[Saved entries]

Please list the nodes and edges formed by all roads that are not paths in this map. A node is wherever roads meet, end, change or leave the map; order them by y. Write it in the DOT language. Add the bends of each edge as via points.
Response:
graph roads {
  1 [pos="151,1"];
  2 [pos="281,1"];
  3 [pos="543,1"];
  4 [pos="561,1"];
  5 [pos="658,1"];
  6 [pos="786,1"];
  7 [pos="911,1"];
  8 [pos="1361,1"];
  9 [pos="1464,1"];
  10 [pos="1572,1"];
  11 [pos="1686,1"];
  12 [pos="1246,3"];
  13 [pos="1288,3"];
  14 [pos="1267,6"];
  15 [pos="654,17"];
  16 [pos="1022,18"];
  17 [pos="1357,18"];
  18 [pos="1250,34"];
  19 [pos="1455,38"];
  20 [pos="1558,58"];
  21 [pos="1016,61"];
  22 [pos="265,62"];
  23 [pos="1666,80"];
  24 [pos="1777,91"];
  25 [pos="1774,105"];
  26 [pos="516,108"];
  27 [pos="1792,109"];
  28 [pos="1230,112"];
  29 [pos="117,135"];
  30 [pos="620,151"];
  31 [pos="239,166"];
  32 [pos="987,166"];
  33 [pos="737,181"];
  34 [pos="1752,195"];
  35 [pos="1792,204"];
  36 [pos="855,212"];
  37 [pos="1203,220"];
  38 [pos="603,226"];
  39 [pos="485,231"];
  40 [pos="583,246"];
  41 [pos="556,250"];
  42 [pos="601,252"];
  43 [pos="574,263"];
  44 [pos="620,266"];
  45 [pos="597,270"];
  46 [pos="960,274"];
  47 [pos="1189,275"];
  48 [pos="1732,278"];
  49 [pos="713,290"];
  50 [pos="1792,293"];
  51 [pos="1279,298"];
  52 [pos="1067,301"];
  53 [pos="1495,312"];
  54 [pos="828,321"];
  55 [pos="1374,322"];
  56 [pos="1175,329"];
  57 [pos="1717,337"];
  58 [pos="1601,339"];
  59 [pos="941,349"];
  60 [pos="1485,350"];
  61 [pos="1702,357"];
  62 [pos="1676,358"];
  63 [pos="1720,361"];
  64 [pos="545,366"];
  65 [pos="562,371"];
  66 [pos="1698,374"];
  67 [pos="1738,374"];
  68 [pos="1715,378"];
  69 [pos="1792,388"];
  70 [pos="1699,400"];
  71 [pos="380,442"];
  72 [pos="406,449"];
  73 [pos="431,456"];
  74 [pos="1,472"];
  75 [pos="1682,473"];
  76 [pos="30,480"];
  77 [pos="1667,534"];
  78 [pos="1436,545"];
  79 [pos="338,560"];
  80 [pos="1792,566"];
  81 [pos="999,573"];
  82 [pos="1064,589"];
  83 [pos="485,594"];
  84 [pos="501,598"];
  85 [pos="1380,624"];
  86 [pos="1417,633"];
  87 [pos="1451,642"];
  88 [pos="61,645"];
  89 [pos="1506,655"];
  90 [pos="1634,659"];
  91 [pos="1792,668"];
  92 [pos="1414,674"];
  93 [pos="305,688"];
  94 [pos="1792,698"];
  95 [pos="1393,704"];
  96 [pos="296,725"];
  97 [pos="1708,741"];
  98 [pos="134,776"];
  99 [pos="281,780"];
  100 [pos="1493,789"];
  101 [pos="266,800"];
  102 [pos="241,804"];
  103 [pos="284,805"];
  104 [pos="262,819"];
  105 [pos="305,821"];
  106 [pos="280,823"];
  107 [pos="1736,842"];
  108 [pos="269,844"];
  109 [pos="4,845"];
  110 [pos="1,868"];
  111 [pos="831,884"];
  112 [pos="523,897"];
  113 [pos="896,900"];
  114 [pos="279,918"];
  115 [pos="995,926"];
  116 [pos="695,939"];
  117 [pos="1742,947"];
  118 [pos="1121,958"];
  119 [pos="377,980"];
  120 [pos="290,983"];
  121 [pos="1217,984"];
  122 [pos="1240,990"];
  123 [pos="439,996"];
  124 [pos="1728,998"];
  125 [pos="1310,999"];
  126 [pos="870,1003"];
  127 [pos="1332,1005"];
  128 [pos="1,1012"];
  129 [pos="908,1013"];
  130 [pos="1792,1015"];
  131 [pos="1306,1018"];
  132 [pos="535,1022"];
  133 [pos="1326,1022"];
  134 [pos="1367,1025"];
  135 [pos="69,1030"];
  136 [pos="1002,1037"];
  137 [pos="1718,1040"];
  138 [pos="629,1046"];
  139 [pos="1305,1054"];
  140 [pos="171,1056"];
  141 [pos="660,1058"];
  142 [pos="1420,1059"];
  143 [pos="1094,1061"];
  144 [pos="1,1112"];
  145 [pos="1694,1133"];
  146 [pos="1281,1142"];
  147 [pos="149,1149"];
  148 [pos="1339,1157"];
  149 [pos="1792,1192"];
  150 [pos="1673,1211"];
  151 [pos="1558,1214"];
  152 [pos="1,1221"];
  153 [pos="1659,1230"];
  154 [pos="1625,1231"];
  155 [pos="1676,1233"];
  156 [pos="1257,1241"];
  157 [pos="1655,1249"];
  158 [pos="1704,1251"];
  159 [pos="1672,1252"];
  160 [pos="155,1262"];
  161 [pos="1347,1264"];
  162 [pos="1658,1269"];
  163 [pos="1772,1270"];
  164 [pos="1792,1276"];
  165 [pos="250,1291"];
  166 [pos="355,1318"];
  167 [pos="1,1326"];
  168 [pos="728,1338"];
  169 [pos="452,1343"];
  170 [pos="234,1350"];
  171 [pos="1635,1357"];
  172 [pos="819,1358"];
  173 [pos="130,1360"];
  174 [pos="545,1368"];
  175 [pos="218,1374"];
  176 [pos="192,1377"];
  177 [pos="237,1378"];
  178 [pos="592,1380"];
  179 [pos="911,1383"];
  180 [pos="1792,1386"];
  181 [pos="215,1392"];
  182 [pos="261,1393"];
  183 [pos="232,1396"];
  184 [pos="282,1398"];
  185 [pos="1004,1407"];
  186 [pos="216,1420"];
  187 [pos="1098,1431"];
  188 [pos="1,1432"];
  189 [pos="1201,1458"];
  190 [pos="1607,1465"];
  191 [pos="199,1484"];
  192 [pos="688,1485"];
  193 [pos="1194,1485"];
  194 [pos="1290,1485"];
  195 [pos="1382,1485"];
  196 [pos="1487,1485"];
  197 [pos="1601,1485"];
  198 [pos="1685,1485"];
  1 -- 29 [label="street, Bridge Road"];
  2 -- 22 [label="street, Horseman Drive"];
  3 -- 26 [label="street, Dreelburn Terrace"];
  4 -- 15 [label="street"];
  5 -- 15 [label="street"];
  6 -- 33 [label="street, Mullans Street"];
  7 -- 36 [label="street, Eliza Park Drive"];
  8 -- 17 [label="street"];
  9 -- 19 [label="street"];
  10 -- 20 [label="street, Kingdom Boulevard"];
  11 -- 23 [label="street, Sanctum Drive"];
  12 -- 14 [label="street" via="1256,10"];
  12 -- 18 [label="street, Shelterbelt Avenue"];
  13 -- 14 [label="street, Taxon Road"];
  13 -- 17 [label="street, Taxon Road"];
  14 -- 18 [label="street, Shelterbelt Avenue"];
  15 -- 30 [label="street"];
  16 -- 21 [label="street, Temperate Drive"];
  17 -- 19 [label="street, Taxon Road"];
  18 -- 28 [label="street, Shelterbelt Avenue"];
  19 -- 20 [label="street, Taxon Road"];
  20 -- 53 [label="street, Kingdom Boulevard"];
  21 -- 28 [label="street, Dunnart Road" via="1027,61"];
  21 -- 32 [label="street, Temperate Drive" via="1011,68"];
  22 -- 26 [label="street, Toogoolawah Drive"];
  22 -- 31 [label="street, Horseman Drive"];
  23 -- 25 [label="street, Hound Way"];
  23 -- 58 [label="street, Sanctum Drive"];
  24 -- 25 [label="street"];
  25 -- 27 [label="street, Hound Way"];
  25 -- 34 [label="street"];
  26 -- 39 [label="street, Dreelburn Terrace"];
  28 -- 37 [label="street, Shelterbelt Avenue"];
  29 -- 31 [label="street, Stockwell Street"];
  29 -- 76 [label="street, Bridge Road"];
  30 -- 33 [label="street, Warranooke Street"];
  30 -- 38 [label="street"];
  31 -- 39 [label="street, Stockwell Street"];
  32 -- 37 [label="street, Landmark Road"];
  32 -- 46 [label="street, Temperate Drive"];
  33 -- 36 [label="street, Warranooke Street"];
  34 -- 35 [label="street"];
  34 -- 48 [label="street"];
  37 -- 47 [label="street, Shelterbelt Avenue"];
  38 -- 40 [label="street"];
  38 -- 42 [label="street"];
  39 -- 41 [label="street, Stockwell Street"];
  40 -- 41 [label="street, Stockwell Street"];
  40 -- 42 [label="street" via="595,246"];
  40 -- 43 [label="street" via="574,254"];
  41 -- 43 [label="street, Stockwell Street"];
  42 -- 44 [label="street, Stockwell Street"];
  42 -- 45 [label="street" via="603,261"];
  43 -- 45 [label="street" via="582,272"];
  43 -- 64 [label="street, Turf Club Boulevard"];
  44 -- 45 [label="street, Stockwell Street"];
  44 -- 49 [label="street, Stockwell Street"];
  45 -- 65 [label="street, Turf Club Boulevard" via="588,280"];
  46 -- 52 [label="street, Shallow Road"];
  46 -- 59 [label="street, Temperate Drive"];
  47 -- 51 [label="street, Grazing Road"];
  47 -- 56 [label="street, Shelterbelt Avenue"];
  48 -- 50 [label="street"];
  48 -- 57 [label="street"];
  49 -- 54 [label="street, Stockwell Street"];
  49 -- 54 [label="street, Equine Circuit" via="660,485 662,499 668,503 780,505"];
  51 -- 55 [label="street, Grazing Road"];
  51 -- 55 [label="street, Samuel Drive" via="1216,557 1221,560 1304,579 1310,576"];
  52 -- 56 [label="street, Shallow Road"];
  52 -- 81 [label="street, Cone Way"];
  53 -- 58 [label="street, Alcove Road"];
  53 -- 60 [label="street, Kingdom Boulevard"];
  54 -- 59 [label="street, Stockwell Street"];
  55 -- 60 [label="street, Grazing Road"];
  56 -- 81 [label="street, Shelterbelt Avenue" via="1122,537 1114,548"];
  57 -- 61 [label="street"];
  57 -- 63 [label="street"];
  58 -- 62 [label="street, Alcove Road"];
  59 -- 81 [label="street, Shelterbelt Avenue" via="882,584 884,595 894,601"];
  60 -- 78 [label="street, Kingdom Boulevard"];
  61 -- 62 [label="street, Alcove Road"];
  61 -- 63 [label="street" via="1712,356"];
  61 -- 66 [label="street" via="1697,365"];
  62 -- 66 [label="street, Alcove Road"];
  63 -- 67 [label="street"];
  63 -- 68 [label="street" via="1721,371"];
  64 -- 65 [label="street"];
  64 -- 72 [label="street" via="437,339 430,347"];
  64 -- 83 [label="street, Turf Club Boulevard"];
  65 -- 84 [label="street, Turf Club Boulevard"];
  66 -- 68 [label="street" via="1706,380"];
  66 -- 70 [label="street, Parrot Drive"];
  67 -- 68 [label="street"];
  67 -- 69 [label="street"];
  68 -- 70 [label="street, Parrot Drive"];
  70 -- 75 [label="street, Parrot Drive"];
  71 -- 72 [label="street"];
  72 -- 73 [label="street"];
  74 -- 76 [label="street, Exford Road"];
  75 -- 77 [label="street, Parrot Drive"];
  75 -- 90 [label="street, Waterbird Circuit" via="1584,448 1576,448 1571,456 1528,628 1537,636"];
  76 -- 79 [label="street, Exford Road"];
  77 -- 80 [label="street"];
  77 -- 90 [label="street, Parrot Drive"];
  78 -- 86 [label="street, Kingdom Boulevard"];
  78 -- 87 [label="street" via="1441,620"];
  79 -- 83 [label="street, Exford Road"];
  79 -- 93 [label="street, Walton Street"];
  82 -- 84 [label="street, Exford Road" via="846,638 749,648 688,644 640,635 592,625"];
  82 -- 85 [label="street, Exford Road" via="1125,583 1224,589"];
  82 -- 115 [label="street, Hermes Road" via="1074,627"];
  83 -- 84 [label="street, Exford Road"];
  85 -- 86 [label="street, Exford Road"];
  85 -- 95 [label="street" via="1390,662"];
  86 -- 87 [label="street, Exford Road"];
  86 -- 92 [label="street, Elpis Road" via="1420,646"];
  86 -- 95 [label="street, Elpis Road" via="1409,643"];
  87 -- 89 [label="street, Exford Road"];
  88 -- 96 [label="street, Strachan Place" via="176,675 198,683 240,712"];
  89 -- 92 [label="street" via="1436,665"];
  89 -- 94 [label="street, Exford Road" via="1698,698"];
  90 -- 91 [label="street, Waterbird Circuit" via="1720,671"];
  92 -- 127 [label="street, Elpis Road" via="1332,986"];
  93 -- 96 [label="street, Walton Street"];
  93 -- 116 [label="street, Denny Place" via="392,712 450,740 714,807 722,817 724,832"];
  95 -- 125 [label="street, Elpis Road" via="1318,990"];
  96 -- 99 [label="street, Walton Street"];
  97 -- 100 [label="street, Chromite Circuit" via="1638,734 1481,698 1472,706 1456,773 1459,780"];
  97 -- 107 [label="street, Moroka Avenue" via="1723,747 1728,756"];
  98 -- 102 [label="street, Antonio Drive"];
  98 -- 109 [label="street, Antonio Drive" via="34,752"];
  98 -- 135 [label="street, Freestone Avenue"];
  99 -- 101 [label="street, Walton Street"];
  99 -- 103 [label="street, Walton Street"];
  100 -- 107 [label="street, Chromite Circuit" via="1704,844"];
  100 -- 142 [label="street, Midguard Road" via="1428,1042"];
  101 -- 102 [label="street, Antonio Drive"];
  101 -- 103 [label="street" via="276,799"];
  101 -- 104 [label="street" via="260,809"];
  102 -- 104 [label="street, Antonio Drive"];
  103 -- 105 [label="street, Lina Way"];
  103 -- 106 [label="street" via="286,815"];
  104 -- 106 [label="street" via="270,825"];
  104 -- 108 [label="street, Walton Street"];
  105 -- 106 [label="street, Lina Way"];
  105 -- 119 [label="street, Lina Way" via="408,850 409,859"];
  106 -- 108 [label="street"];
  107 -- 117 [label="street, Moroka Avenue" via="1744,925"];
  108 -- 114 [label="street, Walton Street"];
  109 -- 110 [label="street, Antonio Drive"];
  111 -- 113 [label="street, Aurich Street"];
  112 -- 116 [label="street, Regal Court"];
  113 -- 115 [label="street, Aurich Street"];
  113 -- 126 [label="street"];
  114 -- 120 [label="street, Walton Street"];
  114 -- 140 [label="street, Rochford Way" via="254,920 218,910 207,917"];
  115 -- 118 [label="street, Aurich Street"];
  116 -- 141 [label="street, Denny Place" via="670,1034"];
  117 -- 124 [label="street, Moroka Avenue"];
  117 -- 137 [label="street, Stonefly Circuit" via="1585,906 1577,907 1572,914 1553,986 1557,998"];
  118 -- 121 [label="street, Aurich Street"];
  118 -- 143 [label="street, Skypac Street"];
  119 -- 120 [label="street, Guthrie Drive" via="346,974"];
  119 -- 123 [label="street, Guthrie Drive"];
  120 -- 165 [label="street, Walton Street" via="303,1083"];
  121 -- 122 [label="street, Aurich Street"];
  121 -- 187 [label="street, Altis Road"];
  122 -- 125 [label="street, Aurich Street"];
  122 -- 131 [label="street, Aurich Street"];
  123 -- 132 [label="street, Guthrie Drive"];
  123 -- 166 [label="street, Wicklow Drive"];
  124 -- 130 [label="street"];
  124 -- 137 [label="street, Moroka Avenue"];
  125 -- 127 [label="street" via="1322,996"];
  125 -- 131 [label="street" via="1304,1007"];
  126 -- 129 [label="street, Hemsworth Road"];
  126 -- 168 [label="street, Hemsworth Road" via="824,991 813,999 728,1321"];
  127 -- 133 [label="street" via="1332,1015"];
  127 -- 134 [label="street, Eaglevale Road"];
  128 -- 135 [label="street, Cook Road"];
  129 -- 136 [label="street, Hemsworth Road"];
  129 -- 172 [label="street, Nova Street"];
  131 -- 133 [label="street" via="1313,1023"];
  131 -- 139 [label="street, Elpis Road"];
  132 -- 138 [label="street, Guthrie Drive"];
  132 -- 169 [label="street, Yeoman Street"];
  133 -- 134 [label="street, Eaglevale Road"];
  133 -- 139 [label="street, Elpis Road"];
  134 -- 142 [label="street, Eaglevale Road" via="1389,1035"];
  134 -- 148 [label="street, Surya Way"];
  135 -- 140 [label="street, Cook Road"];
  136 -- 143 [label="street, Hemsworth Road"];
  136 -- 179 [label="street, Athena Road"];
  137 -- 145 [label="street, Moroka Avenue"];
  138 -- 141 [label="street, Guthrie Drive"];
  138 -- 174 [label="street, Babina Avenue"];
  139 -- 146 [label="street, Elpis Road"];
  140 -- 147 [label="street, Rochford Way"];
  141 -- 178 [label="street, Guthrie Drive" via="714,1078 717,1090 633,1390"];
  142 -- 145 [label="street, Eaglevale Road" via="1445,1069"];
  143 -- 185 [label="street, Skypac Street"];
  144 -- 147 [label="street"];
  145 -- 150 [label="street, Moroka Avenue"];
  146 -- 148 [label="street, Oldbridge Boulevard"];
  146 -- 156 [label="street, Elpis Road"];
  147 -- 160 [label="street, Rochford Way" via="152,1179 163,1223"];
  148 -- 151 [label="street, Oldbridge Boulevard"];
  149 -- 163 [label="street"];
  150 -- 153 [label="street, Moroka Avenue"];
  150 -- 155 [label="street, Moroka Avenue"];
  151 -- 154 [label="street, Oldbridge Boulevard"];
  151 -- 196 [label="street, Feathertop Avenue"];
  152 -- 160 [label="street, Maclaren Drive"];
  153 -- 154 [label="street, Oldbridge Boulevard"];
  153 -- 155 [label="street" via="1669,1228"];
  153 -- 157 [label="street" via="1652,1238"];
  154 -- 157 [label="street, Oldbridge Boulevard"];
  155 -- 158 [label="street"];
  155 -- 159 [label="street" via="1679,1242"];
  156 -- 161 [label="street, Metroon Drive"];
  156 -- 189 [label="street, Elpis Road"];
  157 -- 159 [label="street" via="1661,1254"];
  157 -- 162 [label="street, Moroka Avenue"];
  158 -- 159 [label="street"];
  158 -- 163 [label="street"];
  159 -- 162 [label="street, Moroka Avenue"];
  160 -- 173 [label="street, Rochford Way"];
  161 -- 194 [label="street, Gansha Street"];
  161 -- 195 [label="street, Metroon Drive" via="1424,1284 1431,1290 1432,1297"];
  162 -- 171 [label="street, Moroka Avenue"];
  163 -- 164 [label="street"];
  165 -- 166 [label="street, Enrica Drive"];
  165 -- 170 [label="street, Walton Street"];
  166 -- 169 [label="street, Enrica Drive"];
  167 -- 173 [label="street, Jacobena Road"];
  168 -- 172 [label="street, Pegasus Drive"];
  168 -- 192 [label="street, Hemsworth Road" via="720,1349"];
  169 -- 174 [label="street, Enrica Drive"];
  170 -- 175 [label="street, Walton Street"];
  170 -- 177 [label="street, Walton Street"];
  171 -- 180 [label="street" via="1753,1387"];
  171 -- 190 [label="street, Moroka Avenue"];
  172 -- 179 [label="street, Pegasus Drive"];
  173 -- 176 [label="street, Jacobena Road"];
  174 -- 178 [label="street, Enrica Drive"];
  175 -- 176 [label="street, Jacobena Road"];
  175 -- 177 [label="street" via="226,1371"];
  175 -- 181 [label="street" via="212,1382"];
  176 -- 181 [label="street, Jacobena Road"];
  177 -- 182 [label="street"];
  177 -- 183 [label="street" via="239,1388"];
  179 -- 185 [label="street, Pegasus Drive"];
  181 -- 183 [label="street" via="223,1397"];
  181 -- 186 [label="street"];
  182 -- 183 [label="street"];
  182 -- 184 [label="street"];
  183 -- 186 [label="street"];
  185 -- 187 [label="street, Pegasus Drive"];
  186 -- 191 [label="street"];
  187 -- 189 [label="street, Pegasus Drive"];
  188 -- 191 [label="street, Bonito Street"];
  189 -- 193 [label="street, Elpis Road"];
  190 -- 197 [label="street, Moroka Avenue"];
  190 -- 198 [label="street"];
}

Exercise aim:
All lines in the entries above that hold the word "Hemsworth" need to be copied.

Solution:
  126 -- 129 [label="street, Hemsworth Road"];
  126 -- 168 [label="street, Hemsworth Road" via="824,991 813,999 728,1321"];
  129 -- 136 [label="street, Hemsworth Road"];
  136 -- 143 [label="street, Hemsworth Road"];
  168 -- 192 [label="street, Hemsworth Road" via="720,1349"];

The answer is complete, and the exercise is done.